I am trying to set 2 columns by a condition on a 3rd column. I can set 1 column conditions on another column, and I can set 2 columns on a single condition value, but when I try to set 2 columns by a condition on a column, it fails.
Here is the code example:
import pandas as pd
import numpy as np
AAA = {"column A": [1, 1, 1, 2, 2, 2, 3, 3, 3]}
df = pd.DataFrame(AAA)
If I call:
df["column B"], df["column C"] = np.where(True ,['4', '8'],['NaN', 'NaN'])
I get:
df
column A column B column C
0 1 4 8
1 1 4 8
2 1 4 8
3 2 4 8
4 2 4 8
5 2 4 8
6 3 4 8
7 3 4 8
8 3 4 8
so I know I can fill 2 columns based on a condition.
If I call:
df["column B"] = np.where( df["column A"] == 2 ,['4'],['NaN'])
I get:
column A column B column C
0 1 NaN 8
1 1 NaN 8
2 1 NaN 8
3 2 4 8
4 2 4 8
5 2 4 8
6 3 NaN 8
7 3 NaN 8
8 3 NaN 8
so I know I can fill based on a condition on a column. (I assume this is treated as a boolean array)
However, If I call:
df["column B"], df["column C"] = np.where( df["column A"] == 2 ,['4', '8'],['NaN', 'NaN'])
I expect to get
column A column B column C
0 1 NaN NaN
1 1 NaN NaN
2 1 NaN NaN
3 2 4 8
4 2 4 8
5 2 4 8
6 3 NaN NaN
7 3 NaN NaN
8 3 NaN NaN
but I actually get:
Traceback (most recent call last):
... pydev\_pydevd_bundle\pydevd_exec2.py", line 3, in Exec
exec(exp, global_vars, local_vars)
File "<string>", line 2, in <module>
File "<__array_function__ internals>", line 6, in where
ValueError: operands could not be broadcast together with shapes (9,) (2,) (2,)
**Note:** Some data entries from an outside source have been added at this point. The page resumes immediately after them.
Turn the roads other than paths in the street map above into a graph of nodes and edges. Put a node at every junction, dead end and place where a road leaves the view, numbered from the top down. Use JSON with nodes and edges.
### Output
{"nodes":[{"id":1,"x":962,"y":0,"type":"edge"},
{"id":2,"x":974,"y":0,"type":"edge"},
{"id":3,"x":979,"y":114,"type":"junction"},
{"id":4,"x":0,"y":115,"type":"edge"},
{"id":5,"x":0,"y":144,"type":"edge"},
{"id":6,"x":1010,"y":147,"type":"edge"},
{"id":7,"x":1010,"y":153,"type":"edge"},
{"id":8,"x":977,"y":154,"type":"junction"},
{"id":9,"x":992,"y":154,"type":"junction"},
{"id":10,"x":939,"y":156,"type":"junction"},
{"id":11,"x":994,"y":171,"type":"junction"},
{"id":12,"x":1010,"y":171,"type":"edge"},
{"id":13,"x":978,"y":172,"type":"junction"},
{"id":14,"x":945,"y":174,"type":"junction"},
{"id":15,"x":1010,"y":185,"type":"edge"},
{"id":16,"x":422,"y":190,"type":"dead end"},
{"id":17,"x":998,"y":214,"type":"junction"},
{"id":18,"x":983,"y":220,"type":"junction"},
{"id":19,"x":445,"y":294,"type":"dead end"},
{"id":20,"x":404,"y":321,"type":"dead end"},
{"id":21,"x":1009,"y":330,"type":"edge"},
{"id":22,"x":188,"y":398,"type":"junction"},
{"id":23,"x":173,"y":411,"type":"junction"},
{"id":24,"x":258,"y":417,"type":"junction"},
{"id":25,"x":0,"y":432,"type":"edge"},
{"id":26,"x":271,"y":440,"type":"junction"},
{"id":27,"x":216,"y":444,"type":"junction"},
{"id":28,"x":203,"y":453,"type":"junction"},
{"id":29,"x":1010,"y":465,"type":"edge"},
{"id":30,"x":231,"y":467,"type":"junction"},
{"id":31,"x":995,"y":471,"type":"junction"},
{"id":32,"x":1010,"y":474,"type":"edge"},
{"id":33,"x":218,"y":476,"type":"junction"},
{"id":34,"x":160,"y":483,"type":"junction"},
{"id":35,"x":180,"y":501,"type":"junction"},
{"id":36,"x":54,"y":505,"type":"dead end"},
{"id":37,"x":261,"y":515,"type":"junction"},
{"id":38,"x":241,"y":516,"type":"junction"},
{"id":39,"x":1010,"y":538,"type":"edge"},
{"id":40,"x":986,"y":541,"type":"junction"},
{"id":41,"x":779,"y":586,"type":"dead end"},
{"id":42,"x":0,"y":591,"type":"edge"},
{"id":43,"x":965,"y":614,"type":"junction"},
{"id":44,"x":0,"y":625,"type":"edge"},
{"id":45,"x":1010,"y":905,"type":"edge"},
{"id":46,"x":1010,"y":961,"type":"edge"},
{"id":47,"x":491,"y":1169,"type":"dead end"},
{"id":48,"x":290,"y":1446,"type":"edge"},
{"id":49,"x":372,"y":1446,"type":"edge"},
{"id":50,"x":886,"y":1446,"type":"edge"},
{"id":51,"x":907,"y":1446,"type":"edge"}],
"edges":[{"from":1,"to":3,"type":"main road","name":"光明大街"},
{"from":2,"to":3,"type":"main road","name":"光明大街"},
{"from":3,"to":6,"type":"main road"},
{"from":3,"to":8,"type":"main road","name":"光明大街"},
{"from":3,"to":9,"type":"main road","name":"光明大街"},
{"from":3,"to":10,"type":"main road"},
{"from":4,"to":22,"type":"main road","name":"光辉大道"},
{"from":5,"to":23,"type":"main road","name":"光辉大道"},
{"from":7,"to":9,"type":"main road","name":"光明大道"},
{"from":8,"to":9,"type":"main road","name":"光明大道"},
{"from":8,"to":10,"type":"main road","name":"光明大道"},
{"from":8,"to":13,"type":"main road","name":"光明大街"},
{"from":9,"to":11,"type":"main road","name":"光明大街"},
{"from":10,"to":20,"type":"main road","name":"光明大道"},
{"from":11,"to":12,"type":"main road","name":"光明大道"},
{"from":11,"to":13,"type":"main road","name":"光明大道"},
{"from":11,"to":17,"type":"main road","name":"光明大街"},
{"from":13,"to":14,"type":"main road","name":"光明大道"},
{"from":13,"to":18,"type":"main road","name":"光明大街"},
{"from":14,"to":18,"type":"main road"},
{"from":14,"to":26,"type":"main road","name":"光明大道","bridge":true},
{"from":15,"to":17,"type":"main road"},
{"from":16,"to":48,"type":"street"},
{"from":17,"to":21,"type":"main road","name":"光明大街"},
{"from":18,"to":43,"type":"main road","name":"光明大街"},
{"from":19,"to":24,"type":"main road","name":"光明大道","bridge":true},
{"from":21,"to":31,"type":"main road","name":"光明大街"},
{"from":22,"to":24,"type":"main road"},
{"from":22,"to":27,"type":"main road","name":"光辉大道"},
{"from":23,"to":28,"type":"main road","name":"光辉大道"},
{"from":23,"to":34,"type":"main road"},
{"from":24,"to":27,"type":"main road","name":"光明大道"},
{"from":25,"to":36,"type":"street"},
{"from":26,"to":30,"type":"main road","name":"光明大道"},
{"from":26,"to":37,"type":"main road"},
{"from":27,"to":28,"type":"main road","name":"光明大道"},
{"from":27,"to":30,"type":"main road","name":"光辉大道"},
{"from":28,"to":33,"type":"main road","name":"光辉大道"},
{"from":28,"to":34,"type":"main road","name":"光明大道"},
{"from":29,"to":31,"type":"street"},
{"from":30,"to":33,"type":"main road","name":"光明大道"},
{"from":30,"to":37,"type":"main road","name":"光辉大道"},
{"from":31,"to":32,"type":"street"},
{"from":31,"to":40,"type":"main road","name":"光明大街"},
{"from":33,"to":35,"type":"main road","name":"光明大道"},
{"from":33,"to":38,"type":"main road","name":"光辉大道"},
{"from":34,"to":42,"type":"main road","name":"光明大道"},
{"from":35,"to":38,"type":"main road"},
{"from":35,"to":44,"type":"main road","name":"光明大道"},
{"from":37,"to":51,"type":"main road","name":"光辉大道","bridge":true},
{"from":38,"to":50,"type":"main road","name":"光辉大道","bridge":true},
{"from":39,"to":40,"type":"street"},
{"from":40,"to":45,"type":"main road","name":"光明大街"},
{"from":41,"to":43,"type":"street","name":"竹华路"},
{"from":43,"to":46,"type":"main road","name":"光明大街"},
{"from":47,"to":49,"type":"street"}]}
Is there a way to do what I am trying to do? I don't want to use 2 separate calls, because the dataframes I need this for are very large.
CodePudding user response:
use loc
indexer and give value
df.loc[df['column A'] == 2, ['column B', 'column C']] = [4, 8]
output(df
):
column A column B column C
0 1 NaN NaN
1 1 NaN NaN
2 1 NaN NaN
3 2 4.0 8.0
4 2 4.0 8.0
5 2 4.0 8.0
6 3 NaN NaN
7 3 NaN NaN
8 3 NaN NaN
CodePudding user response:
Maybe you can loop outside np.where
:
df["column B"], df["column C"] = [np.where( df["column A"] == 2 ,true_val,'NaN') for true_val in ['4','8']]
print(df)
# column A column B column C
# 0 1 NaN NaN
# 1 1 NaN NaN
# 2 1 NaN NaN
# 3 2 4 8
# 4 2 4 8
# 5 2 4 8
# 6 3 NaN NaN
# 7 3 NaN NaN
# 8 3 NaN NaN
CodePudding user response:
Here is one way. While it is not the most elegant code - it should help you understand what is required.
import pandas as pd
import numpy as np
AAA={"column A": [1, 1, 1, 2, 2, 2, 3, 3, 3]}
df = pd.DataFrame(AAA)
col_length = len(df['column A'])
fours = np.repeat(4, col_length, axis =0)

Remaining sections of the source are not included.